Cricket, cricket, huh?
I’ve looked into this a ton, and I’ve concluded that TiddlyWiki absolutely could support the installation of plugins through npm, which would be a great boon to plugin developers working in a Node.js environment.
For instance, consider tw5-uglify. It’s fully capable of integrating into a build environment to optionally produce minified plugin files, but currently it requires developers to checkout the repository and connect it to their TIDDLYWIKI_PLUGIN_PATH environment variable.
Barf.
Instead, if it were installable via npm, one would only need add the following to their package.json file:
"devDependencies":
"tiddlywiki": "^5.3.0",
"tw5-uglify": "github:flibbles/tw5-uglify"
}
(or maybe a version like "^v1.10.0" instead of a github reference if I ever put uglify into the npm repository.)
Then, they include the following in their tiddlywiki.info file:
"plugins": [
...
"flibbles/uglify"
]
And that’s it. When they execute npm install, npm will install not only a local tiddlywiki instance, but the required uglify plugin (and whatever other plugins they want).
…We could make this happen very easily.
The way a node_modules directory lays itself out is simple. Here’s an example with the dependencies tiddlywiki and gulp installed:
node_modules/
.bin/
tiddlywiki (symlink to node_modules/tiddlywiki/tiddlywiki.js)
gulp (symlink to node_modules/gulp/bin/gulp.js)
(Other symlinks of other packages. Always a flat directory)
tiddlywik/
LICENSE
package.json
tiddlywiki.js
(All other tiddlywiki files)
gulp/
LICENSE
package.json
bin/
gulp.js
(All other gulp files)
...
Pretty straight forward, right? It neatly sandboxes every dependency in its own directory, and the package.json files describe symlinks to add to .bin. This makes it all easy to remove later too.
What we can do: Those symlinks don’t have to point to script files. They can point to directories. So I experimented by configuring uglify to install like this:
node_modules/
.bin/
flibbles (symlink to node_modules/tw5-uglify/plugins/)
tw5-uglify/
LICENSE
package.json
plugins/
uglify/
plugin.info
readme.tid
(All other plugin files)
uglify-wizard/
plugin.info
(All other files for this supplemental plugin)
...
If Tiddlywiki were configured to look at the node_modules/.bin directory, then it will automatically discover ALL TW plugins installed in this manner. For instance, it will find uglify by following flibbles/uglify/plugin.info, which is the directory structure Tiddlywiki expects.
There are only a couple caveats to this.
- Tiddlywiki isn’t configured to look in
node_modules/.bin automatically, and I think this is a crying shame. When you run anything through npm, it configures the PATH to look in all node_modules/.bin directorys all the way up the directory chain, including in /usr/local/lib/node_modules/.bin where global installaitions go. Why can’t TiddlyWiki do the same?

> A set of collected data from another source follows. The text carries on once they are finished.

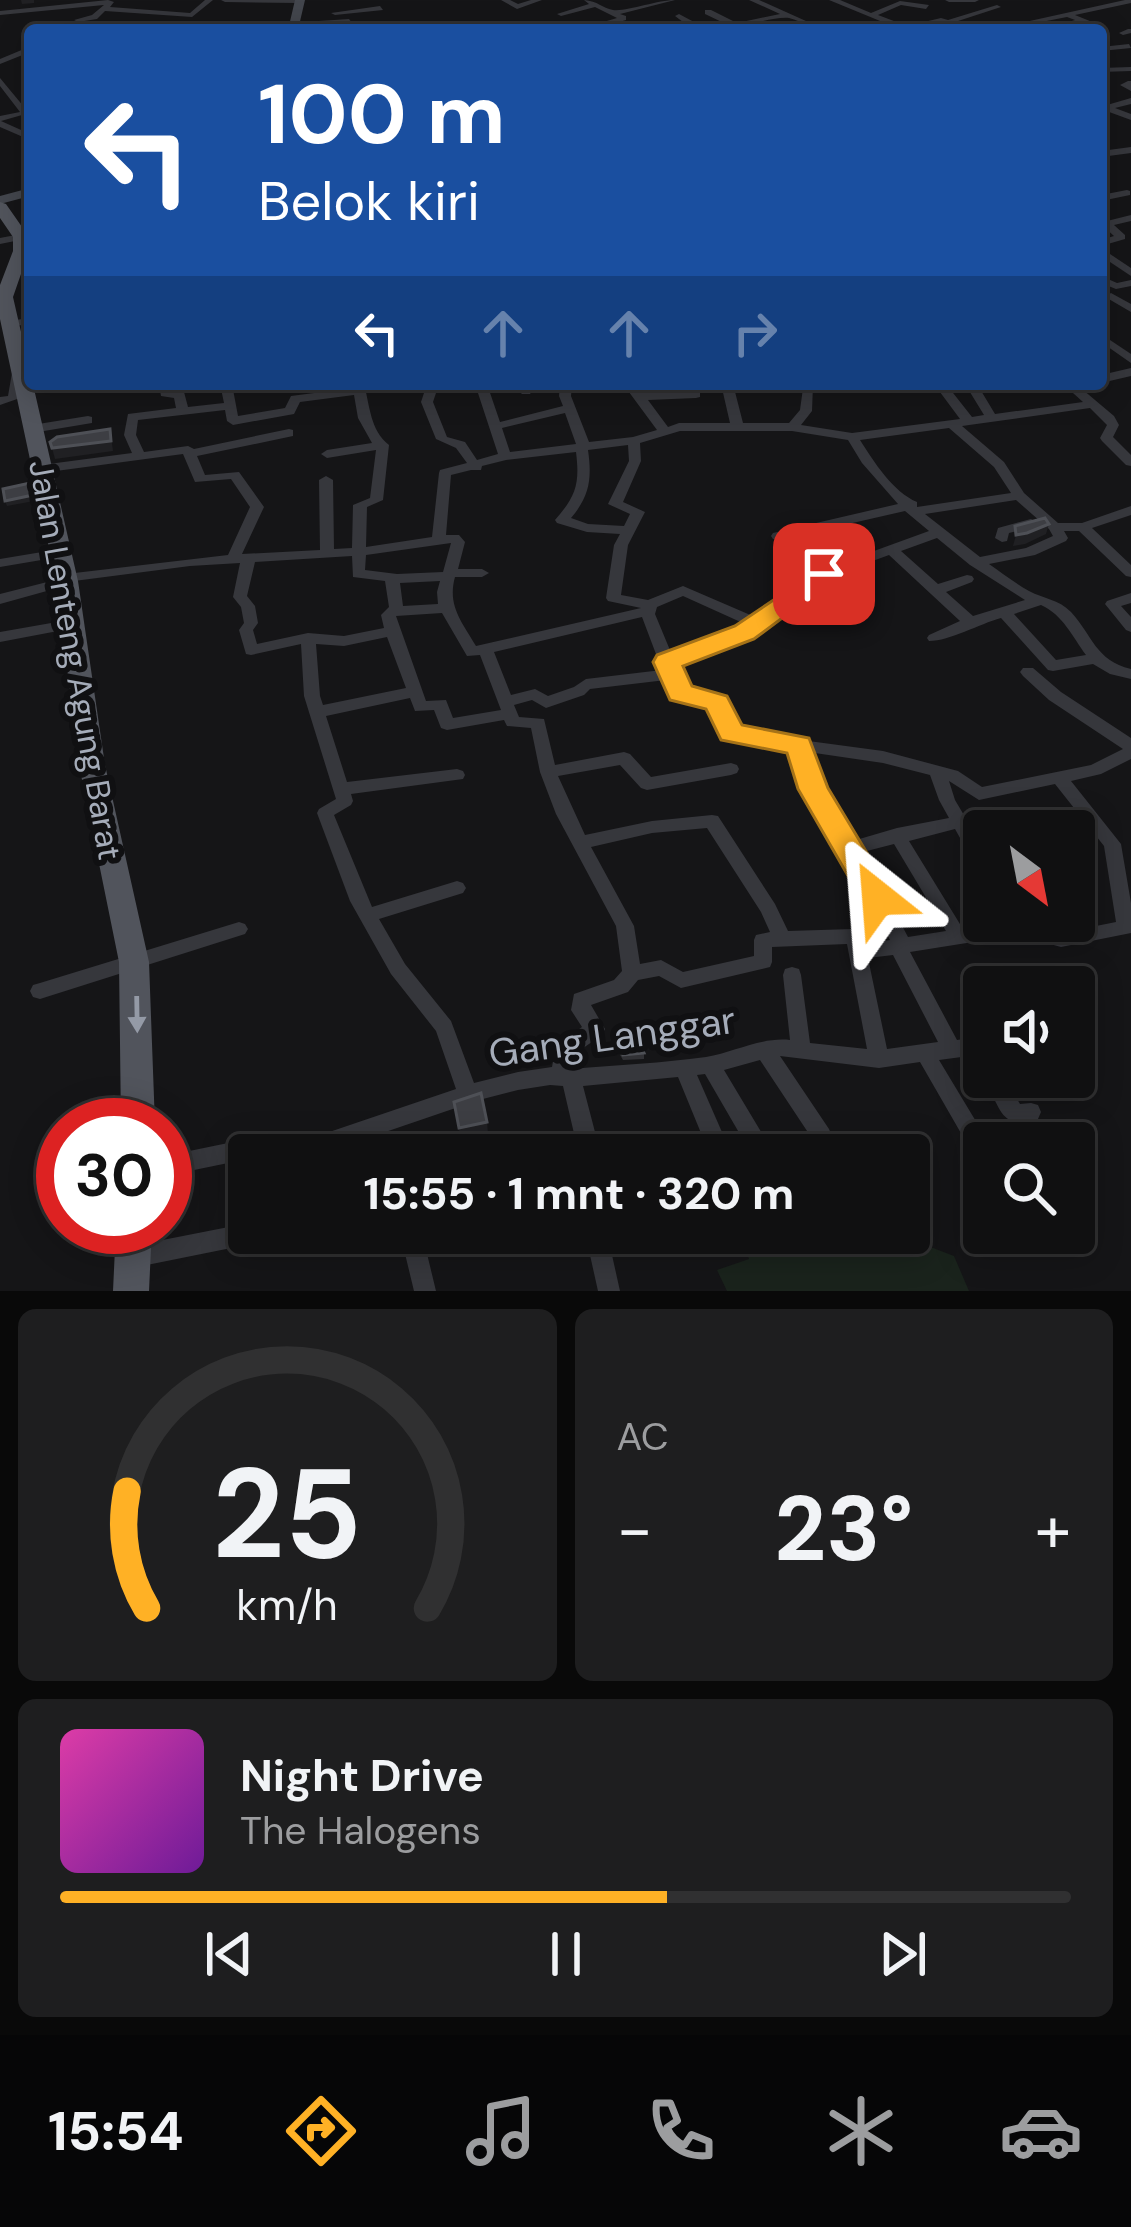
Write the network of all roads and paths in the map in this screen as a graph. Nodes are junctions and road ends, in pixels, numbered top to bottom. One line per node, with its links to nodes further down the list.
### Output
1 (163, 0): 29 (street)
2 (209, 0): 29 (street)
3 (224, 0): 15 (street)
4 (310, 0): 30 (street)
5 (506, 0): 6 (street)
6 (538, 0)
7 (671, 0): 25 (street)
8 (753, 0): 17 (street)
9 (833, 0): 32 (street)
10 (949, 0): 11 (street)
11 (975, 0)
12 (591, 1): 25 (street); 28 (street)
13 (791, 1): 17 (street)
14 (1131, 1): 26 (street)
15 (244, 3): 30 (street); 38 (street)
16 (930, 4): 32 (street)
17 (769, 5): 31 (street)
18 (997, 7): 47 (street)
19 (380, 8): 30 (street)
20 (101, 9): 27 (street); 29 (street); 35 (street)
21 (1019, 10): 34 (street)
22 (836, 11): 45 (street)
23 (708, 12): 42 (street)
24 (252, 13): 30 (street)
25 (613, 13): 40 (street)
26 (1064, 13): 34 (street); 37 (street)
27 (0, 14)
28 (561, 14)
29 (148, 15)
30 (297, 15): 36 (street); 39 (street)
31 (788, 15): 43 (street); 44 (street)
32 (872, 15): 46 (street)
33 (679, 16): 41 (street)
34 (1040, 19): 48 (street)
35 (78, 20)
36 (349, 21)
37 (1084, 21): 49 (street); 50 (street)
38 (236, 24)
39 (255, 24)
40 (606, 24)
41 (691, 24)
42 (732, 24)
43 (745, 24)
44 (807, 24)
45 (868, 24)
46 (894, 24)
47 (957, 24)
48 (1021, 24)
49 (1071, 24)
50 (1091, 24)
51 (0, 80): 52 (street)
52 (24, 110)
53 (1127, 193): 54 (street)
54 (1107, 197)
55 (0, 203): 56 (main road, Jalan Lenteng Agung Barat)
56 (10, 239): 60 (main road, Jalan Lenteng Agung Barat)
57 (1107, 252): 58 (street)
58 (1131, 272)
59 (1111, 296): 61 (street)
60 (2, 297): 63 (main road, Jalan Lenteng Agung Barat)
61 (1130, 306): 62 (street)
62 (1108, 310)
63 (12, 333): 66 (main road, Jalan Lenteng Agung Barat)
64 (1107, 342): 65 (street)
65 (1131, 360)
66 (18, 370): 80 (street); 93 (main road, Jalan Lenteng Agung Barat)
67 (165, 390): 84 (street)
68 (227, 390): 82 (street)
69 (347, 390): 82 (street)
70 (358, 390): 98 (street)
71 (431, 390): 106 (street)
72 (484, 390): 89 (street)
73 (567, 390): 83 (street)
74 (728, 390): 90 (street)
75 (809, 390): 92 (street)
76 (945, 390): 87 (street)
77 (975, 390): 85 (street)
78 (1079, 390): 81 (street)
79 (696, 394): 94 (street)
80 (0, 401)
81 (1094, 404): 85 (street); 105 (street)
82 (230, 406): 84 (street)
83 (571, 408): 89 (street); 100 (street)
84 (183, 412): 103 (street)
85 (990, 415): 87 (street)
86 (88, 420): 93 (street)
87 (968, 420): 88 (street)
88 (951, 423): 91 (street); 109 (street)
89 (497, 426): 104 (street)
90 (737, 426): 92 (street); 94 (street)
91 (931, 426): 96 (street); 99 (street)
92 (797, 428): 96 (street)
93 (32, 429): 107 (main road, Jalan Lenteng Agung Barat)
94 (664, 430): 97 (street)
95 (289, 433): 101 (street)
96 (852, 437): 110 (street)
97 (634, 441): 100 (street); 114 (street)
98 (378, 443): 102 (street); 120 (street)
99 (947, 443)
100 (582, 446): 104 (street); 114 (street)
101 (190, 454): 103 (street); 122 (street)
102 (327, 454)
103 (139, 456): 107 (street)
104 (505, 456): 106 (street)
105 (1131, 462)
106 (476, 466): 117 (street)
107 (41, 469): 125 (main road, Jalan Lenteng Agung Barat)
108 (326, 481): 121 (street)
109 (1019, 496): 110 (street); 112 (street)
110 (915, 508): 115 (street); 116 (street)
111 (1131, 510): 113 (street)
112 (1050, 523): 113 (street); 118 (street); 124 (street)
113 (1083, 526): 127 (street)
114 (628, 530): 135 (street)
115 (939, 532): 119 (street); 124 (street)
116 (778, 536)
117 (439, 538): 120 (street); 128 (street)
118 (1002, 538)
119 (890, 548): 130 (street); 139 (street)
120 (361, 552): 121 (street); 129 (street)
121 (327, 554): 122 (street)
122 (240, 560): 125 (street); 144 (street)
123 (0, 563): 125 (street)
124 (974, 569): 130 (street); 133 (street)
125 (64, 571): 131 (street); 140 (main road, Jalan Lenteng Agung Barat)
126 (482, 573): 128 (street)
127 (1131, 573)
128 (449, 575): 129 (street); 134 (street)
129 (394, 578): 136 (street)
130 (936, 590): 138 (street)
131 (0, 598)
132 (1131, 598): 141 (street)
133 (1036, 602): 137 (street); 147 (street)
134 (446, 608): 136 (street); 146 (street)
135 (650, 608): 139 (street); 146 (street); 149 (street)
136 (397, 611): 142 (street)
137 (1004, 612): 138 (street); 148 (street)
138 (970, 622): 145 (street)
139 (755, 623): 149 (street)
140 (74, 624): 143 (street); 178 (main road, Jalan Lenteng Agung Barat)
141 (1131, 627)
142 (392, 631): 144 (street); 151 (street)
143 (0, 637)
144 (308, 638): 153 (street)
145 (934, 638)
146 (486, 650): 152 (street)
147 (1093, 659): 148 (street); 150 (street)
148 (1054, 666): 155 (street)
149 (669, 668): 152 (street); 154 (street)
150 (1131, 674)
151 (414, 692): 152 (street); 153 (street)
152 (509, 708): 157 (street)
153 (317, 712): 161 (street)
154 (799, 745): 158 (street); 168 (street)
155 (1131, 749): 160 (street)
156 (730, 769): 157 (street)
157 (548, 772): 167 (street)
158 (943, 774): 160 (street); 163 (street)
159 (457, 775): 161 (street)
160 (1059, 777): 162 (street)
161 (340, 789): 170 (street)
162 (1085, 810)
163 (959, 822): 165 (street); 166 (street)
164 (1095, 823): 174 (street)
165 (963, 829)
166 (897, 836): 168 (street); 173 (street)
167 (579, 843): 175 (street); 179 (street)
168 (852, 848): 177 (street)
169 (457, 888): 170 (street)
170 (367, 916): 191 (street)
171 (239, 929): 178 (street)
172 (963, 933): 173 (street)
173 (957, 934): 177 (street)
174 (1095, 935)
175 (782, 939): 176 (street); 179 (street)
176 (856, 942): 177 (street); 187 (street)
177 (899, 944): 184 (street)
178 (134, 962): 181 (street); 192 (main road, Jalan Lenteng Agung Barat, one-way to 192)
179 (632, 973): 190 (street)
180 (792, 975): 182 (street)
181 (40, 992)
182 (801, 1048): 183 (street, Gang Langgar); 187 (street, Gang Langgar)
183 (764, 1049): 188 (street, Gang Langgar); 200 (street)
184 (953, 1051): 185 (street, Gang Langgar); 186 (street, Gang Langgar)
185 (963, 1051)
186 (926, 1054): 187 (street, Gang Langgar); 195 (street)
187 (879, 1059)
188 (710, 1065): 189 (street, Gang Langgar); 199 (street)
189 (683, 1066): 190 (street, Gang Langgar); 198 (street)
190 (567, 1076): 191 (street, Gang Langgar); 197 (street)
191 (468, 1094): 196 (street, Gang Langgar)
192 (137, 1098)
193 (1005, 1098): 194 (street)
194 (1031, 1112)
195 (963, 1123)
196 (353, 1134)
197 (584, 1134)
198 (712, 1134)
199 (751, 1134)
200 (820, 1134)
201 (228, 1153): 202 (street)
202 (192, 1160)
203 (228, 1238): 206 (street)
204 (416, 1254): 207 (street)
205 (601, 1254): 208 (street)
206 (132, 1258)
207 (425, 1291)
208 (609, 1291)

- The current way TiddlyWiki looks for plugins in directories (i.e.
(author handle)/(plugin name)/plugin.info), means we can’t install two plugins from the same author. My flibbles symlink above needs to point into Uglify/plugins. It can’t also point into Relink/plugins. But if Tiddlywiki were tweaked such that it could also look for (author handle)_(plugin name)/plugin.info. Basically, use an underscore to merge the two nested directories into one. Then we could have the following layout.
node_modules/
.bin/
flibbles_uglify (symlink to node_modules/tw5-uglify/plugins/uglify)
flibbles_uglify-wizard (symlink to node_modules/tw5-uglify/plugins/uglify-wizard)
flibbles_relink (symlink to node_modules/tw5-relink/plugins/relink)
flibbles_relink-titles (symlink to node_modules/tw5-relink/plugins/relink-titles)
tw5-uglify/
LICENSE
package.json
plugins/
uglify/
plugin.info
...
uglify-wizard/
plugin.info
...
tw5-relink/
LICENSE
package.json
plugins/
relink/
plugin.info
...
relinik-titles/
plugin.info
...
And everything works perfectly.
If anyone knows about my plugins, I have incredibly simple repository layouts that don’t use fancy things like gulp or sass, and yet this npm system is so simple that my plugins (and anyone’s plugins) can fully support this npm structure without introducing any of that. In fact, I can have npm dependencies point to my plugins directly in github, and it works fine. I’ve actually started doing this for TW5-Graphs’s dependency on relink for tests. But this is currently imperfect. You’ll see those package scripts are having to manually add relink for tests with ++ notation.
So how about it, guys? Is this a direction TiddlyWiki would benefit from? Obviously it’d be great for uglify’s adoption, but it could be a huge boon for many other Node.js oriented plugins.
@linonetwo, I’d love your input especially, since you’re the one who encouraged me down this path. And you’re far more familiar with npm than I am.